The only factor found to have a statistically significant influence on fusion outcomes in this study was the composition of the bone graft material. The Kaplan–Meier analysis confirmed a significantly faster time to achieve solid fusion in the ‘DBM with I-factor’ group compared to the ‘DBM only’ group (log-rank test,
p < 0.001). Furthermore, at the final 24-month follow-up, the Complete Fusion rate was 100% in the I-factor group versus 83.3% in the ‘DBM only’ group. This finding can be attributed to the different biological mechanisms of the graft materials. DBM primarily acts as an osteoconductive scaffold, providing a passive framework for bone growth. In contrast, I-factor is a synthetic peptide (P-15) that functions as an osteoinductive agent. Specifically, the P-15 peptide mimics the binding site of Type I collagen, which actively attracts osteoprogenitor cells and stimulates their attachment and proliferation to enhance the cascade of new bone formation [
8]. While other potent osteoinductive agents, such as recombinant human bone morphogenetic protein-2 (rhBMP-2), are available, their use in MISS procedures has been linked to significant complications like ectopic bone formation and vertebral osteolysis, as noted in our methods [
5,
8]. Our results, which align with the known biological activity of P-15, suggest that the selective addition of this synthetic peptide, which offers a favourable safety profile, can be a valuable strategy to accelerate and ensure a higher probability of successful arthrodesis in BESS-TLIF procedures.

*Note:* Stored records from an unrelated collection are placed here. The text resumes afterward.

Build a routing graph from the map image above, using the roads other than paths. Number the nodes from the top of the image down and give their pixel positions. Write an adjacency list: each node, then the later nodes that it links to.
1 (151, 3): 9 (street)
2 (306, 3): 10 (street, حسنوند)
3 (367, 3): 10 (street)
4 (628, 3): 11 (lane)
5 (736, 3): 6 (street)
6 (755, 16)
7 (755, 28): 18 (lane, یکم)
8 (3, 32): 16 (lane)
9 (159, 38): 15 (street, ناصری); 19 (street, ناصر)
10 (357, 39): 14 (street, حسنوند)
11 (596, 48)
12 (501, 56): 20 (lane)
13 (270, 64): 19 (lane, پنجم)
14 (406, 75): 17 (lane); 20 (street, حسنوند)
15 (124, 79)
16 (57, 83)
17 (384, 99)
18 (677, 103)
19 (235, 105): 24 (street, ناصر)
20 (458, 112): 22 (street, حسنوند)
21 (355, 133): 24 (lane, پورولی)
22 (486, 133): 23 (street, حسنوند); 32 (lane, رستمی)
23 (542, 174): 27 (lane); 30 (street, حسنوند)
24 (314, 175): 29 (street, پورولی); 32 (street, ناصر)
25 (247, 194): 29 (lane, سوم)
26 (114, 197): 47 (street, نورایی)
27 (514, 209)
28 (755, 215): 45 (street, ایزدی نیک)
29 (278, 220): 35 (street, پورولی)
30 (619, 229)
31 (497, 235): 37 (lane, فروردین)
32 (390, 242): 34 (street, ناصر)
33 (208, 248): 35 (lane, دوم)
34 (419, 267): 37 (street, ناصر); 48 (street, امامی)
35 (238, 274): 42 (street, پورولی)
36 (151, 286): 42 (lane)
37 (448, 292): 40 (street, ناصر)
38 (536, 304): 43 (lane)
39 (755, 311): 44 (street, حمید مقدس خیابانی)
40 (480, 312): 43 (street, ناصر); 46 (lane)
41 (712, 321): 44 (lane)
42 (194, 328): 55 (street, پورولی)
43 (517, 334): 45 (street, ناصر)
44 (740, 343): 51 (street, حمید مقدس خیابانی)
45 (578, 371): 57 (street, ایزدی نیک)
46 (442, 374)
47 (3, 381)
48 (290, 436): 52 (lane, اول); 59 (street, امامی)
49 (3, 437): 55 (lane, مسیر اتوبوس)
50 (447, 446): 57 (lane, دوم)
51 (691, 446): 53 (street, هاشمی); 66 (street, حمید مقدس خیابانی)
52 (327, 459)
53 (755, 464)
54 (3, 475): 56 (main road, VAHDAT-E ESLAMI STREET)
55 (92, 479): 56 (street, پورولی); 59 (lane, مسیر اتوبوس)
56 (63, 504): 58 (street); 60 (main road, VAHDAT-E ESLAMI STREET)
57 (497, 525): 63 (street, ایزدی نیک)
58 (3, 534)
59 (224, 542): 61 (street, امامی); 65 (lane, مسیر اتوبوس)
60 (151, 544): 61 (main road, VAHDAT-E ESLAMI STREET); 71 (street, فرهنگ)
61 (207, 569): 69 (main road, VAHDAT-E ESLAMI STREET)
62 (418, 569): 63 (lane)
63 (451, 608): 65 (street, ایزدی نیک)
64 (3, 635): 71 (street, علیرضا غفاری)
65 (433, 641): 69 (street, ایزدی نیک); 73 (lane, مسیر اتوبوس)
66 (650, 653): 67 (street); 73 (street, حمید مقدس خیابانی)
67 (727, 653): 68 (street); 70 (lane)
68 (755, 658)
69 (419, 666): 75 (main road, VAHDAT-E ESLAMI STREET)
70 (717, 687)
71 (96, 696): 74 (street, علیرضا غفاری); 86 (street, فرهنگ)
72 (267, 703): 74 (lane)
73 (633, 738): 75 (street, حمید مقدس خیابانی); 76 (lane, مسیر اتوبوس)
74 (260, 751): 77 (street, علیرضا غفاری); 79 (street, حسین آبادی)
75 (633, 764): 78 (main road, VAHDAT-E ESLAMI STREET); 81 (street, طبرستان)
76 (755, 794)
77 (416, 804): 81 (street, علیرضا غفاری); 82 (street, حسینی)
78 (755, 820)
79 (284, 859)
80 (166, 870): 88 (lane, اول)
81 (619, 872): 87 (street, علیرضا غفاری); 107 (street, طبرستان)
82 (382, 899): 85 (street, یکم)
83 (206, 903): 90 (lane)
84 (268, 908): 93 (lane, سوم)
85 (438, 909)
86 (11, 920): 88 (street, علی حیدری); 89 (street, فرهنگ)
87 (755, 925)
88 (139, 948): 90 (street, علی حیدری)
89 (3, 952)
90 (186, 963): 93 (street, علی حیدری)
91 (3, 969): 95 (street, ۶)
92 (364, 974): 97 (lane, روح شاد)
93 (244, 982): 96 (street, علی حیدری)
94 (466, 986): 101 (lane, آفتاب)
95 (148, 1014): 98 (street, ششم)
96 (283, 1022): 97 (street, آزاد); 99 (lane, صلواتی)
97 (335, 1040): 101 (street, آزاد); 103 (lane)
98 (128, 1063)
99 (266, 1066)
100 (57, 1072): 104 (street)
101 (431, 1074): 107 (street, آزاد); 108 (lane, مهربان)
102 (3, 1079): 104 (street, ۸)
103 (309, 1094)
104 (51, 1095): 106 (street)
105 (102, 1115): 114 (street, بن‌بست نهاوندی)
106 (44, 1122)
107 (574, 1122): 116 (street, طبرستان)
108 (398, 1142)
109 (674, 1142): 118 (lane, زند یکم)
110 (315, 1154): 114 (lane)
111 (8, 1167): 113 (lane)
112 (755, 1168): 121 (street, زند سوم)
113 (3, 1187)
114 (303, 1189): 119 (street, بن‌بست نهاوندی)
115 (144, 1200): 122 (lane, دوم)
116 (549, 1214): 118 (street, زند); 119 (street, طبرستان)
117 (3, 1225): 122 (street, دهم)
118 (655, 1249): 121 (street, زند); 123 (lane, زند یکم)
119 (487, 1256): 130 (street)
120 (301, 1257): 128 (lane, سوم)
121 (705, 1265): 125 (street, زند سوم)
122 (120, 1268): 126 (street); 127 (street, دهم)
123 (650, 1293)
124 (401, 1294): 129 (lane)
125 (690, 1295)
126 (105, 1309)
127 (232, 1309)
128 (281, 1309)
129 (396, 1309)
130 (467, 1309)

The present study has several distinct features. First, the study cohort was highly homogeneous. By including only patients who underwent single-level fusion with a single, specific type of interbody cage, we minimized the confounding effects of surgical and implant-related variables. This allows for a more direct assessment of the radiological outcomes of the BESS-TLIF procedure when performed under these standardized conditions. Second, our study utilized CT scans for fusion assessment up to a 24-month follow-up. The use of CT, which is considered the gold standard for evaluating bony fusion, at a long-term time point provides a more accurate and reliable assessment of fusion status compared to studies with shorter follow-up periods or those relying solely on plain radiographs.
This study has several limitations that should be acknowledged. First, its retrospective design is subject to inherent selection bias and potential inconsistencies in the collected data. Second, the relatively small sample size and the single-centre nature of the study may limit the generalizability of our findings to a broader patient population. Third, this was a single-arm study without a direct comparative control group, such as patients undergoing open TLIF or implantation with a different type of cage. Finally, our analysis focused exclusively on radiological outcomes, and a correlation with clinical results, such as pain and functional scores, was not performed. Therefore, the high radiological fusion rate reported here does not necessarily translate to a superior clinical outcome. Furthermore, it is important to note that four patients (7.3% of the initial cohort) were excluded from the final fusion analysis due to significant cage subsidence [
6]. While these cases were excluded because severe subsidence confounds the accurate radiological assessment of fusion, subsidence itself can be considered a form of mechanical or biological failure. Therefore, the reported fusion rate of 96.1% should be interpreted with caution, as it represents a per-protocol outcome and may potentially overestimate the overall success rate of the procedure.